Saved data entries
==============================

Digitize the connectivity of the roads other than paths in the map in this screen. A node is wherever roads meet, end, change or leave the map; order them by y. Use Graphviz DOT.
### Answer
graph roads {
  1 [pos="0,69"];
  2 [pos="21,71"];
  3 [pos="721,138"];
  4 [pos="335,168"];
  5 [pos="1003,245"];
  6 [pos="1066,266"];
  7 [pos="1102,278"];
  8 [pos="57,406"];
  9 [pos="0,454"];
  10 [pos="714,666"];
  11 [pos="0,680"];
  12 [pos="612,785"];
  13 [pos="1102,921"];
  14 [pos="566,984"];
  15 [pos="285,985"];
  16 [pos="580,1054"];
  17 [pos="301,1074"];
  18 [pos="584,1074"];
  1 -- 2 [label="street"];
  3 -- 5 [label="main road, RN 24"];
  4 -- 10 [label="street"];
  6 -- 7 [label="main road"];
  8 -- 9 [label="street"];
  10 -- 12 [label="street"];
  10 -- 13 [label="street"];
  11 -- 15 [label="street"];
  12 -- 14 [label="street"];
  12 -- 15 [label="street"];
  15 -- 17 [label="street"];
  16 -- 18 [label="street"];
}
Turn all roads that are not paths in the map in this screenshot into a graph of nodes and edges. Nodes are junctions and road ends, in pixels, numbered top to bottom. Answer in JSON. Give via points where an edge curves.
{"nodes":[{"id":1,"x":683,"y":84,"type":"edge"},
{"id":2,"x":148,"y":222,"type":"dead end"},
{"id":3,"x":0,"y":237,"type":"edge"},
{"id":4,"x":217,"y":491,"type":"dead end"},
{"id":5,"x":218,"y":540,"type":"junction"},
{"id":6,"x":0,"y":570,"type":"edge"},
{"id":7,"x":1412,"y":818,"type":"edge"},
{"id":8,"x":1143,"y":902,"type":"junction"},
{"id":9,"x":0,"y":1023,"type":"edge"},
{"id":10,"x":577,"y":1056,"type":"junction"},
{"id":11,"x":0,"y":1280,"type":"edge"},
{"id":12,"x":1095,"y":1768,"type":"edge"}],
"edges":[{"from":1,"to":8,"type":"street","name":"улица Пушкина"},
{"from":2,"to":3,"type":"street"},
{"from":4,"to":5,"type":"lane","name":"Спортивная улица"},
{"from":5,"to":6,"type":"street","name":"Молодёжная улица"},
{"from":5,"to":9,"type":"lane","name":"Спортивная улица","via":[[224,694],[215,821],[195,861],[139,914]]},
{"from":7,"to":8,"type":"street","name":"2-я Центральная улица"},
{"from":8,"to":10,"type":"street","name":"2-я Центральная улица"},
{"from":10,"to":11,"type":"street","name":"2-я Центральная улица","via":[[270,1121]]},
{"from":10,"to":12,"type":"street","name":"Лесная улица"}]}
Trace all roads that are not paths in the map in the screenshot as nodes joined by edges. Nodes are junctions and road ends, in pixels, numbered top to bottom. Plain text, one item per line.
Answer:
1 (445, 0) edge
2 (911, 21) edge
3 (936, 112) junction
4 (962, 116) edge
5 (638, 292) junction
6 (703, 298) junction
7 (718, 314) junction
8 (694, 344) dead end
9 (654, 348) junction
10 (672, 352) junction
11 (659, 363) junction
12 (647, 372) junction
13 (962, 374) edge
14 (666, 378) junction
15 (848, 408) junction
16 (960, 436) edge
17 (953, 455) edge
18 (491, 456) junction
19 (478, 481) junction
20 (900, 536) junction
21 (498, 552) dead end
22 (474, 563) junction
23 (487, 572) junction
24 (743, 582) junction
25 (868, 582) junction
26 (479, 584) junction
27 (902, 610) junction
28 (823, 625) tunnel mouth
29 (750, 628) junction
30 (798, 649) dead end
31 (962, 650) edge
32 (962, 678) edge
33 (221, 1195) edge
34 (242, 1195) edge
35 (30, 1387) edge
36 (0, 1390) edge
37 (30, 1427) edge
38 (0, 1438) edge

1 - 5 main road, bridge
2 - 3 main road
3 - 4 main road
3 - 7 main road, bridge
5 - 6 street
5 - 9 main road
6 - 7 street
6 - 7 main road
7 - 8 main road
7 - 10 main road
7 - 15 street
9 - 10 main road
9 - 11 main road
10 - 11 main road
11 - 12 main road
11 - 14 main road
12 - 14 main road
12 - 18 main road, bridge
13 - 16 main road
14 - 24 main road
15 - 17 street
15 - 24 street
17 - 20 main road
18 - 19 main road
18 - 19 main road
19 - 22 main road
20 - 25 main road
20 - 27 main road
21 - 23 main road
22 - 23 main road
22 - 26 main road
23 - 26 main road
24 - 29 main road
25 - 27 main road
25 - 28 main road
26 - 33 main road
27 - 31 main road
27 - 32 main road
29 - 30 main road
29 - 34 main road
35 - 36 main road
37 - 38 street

==============================

*Problem*. Extract every line above exactly as it stands.

*Task response*.
Digitize the connectivity of the roads other than paths in the map in this screen. A node is wherever roads meet, end, change or leave the map; order them by y. Use Graphviz DOT.
### Answer
graph roads {
  1 [pos="0,69"];
  2 [pos="21,71"];
  3 [pos="721,138"];
  4 [pos="335,168"];
  5 [pos="1003,245"];
  6 [pos="1066,266"];
  7 [pos="1102,278"];
  8 [pos="57,406"];
  9 [pos="0,454"];
  10 [pos="714,666"];
  11 [pos="0,680"];
  12 [pos="612,785"];
  13 [pos="1102,921"];
  14 [pos="566,984"];
  15 [pos="285,985"];
  16 [pos="580,1054"];
  17 [pos="301,1074"];
  18 [pos="584,1074"];
  1 -- 2 [label="street"];
  3 -- 5 [label="main road, RN 24"];
  4 -- 10 [label="street"];
  6 -- 7 [label="main road"];
  8 -- 9 [label="street"];
  10 -- 12 [label="street"];
  10 -- 13 [label="street"];
  11 -- 15 [label="street"];
  12 -- 14 [label="street"];
  12 -- 15 [label="street"];
  15 -- 17 [label="street"];
  16 -- 18 [label="street"];
}
Turn all roads that are not paths in the map in this screenshot into a graph of nodes and edges. Nodes are junctions and road ends, in pixels, numbered top to bottom. Answer in JSON. Give via points where an edge curves.
{"nodes":[{"id":1,"x":683,"y":84,"type":"edge"},
{"id":2,"x":148,"y":222,"type":"dead end"},
{"id":3,"x":0,"y":237,"type":"edge"},
{"id":4,"x":217,"y":491,"type":"dead end"},
{"id":5,"x":218,"y":540,"type":"junction"},
{"id":6,"x":0,"y":570,"type":"edge"},
{"id":7,"x":1412,"y":818,"type":"edge"},
{"id":8,"x":1143,"y":902,"type":"junction"},
{"id":9,"x":0,"y":1023,"type":"edge"},
{"id":10,"x":577,"y":1056,"type":"junction"},
{"id":11,"x":0,"y":1280,"type":"edge"},
{"id":12,"x":1095,"y":1768,"type":"edge"}],
"edges":[{"from":1,"to":8,"type":"street","name":"улица Пушкина"},
{"from":2,"to":3,"type":"street"},
{"from":4,"to":5,"type":"lane","name":"Спортивная улица"},
{"from":5,"to":6,"type":"street","name":"Молодёжная улица"},
{"from":5,"to":9,"type":"lane","name":"Спортивная улица","via":[[224,694],[215,821],[195,861],[139,914]]},
{"from":7,"to":8,"type":"street","name":"2-я Центральная улица"},
{"from":8,"to":10,"type":"street","name":"2-я Центральная улица"},
{"from":10,"to":11,"type":"street","name":"2-я Центральная улица","via":[[270,1121]]},
{"from":10,"to":12,"type":"street","name":"Лесная улица"}]}
Trace all roads that are not paths in the map in the screenshot as nodes joined by edges. Nodes are junctions and road ends, in pixels, numbered top to bottom. Plain text, one item per line.
Answer:
1 (445, 0) edge
2 (911, 21) edge
3 (936, 112) junction
4 (962, 116) edge
5 (638, 292) junction
6 (703, 298) junction
7 (718, 314) junction
8 (694, 344) dead end
9 (654, 348) junction
10 (672, 352) junction
11 (659, 363) junction
12 (647, 372) junction
13 (962, 374) edge
14 (666, 378) junction
15 (848, 408) junction
16 (960, 436) edge
17 (953, 455) edge
18 (491, 456) junction
19 (478, 481) junction
20 (900, 536) junction
21 (498, 552) dead end
22 (474, 563) junction
23 (487, 572) junction
24 (743, 582) junction
25 (868, 582) junction
26 (479, 584) junction
27 (902, 610) junction
28 (823, 625) tunnel mouth
29 (750, 628) junction
30 (798, 649) dead end
31 (962, 650) edge
32 (962, 678) edge
33 (221, 1195) edge
34 (242, 1195) edge
35 (30, 1387) edge
36 (0, 1390) edge
37 (30, 1427) edge
38 (0, 1438) edge

1 - 5 main road, bridge
2 - 3 main road
3 - 4 main road
3 - 7 main road, bridge
5 - 6 street
5 - 9 main road
6 - 7 street
6 - 7 main road
7 - 8 main road
7 - 10 main road
7 - 15 street
9 - 10 main road
9 - 11 main road
10 - 11 main road
11 - 12 main road
11 - 14 main road
12 - 14 main road
12 - 18 main road, bridge
13 - 16 main road
14 - 24 main road
15 - 17 street
15 - 24 street
17 - 20 main road
18 - 19 main road
18 - 19 main road
19 - 22 main road
20 - 25 main road
20 - 27 main road
21 - 23 main road
22 - 23 main road
22 - 26 main road
23 - 26 main road
24 - 29 main road
25 - 27 main road
25 - 28 main road
26 - 33 main road
27 - 31 main road
27 - 32 main road
29 - 30 main road
29 - 34 main road
35 - 36 main road
37 - 38 street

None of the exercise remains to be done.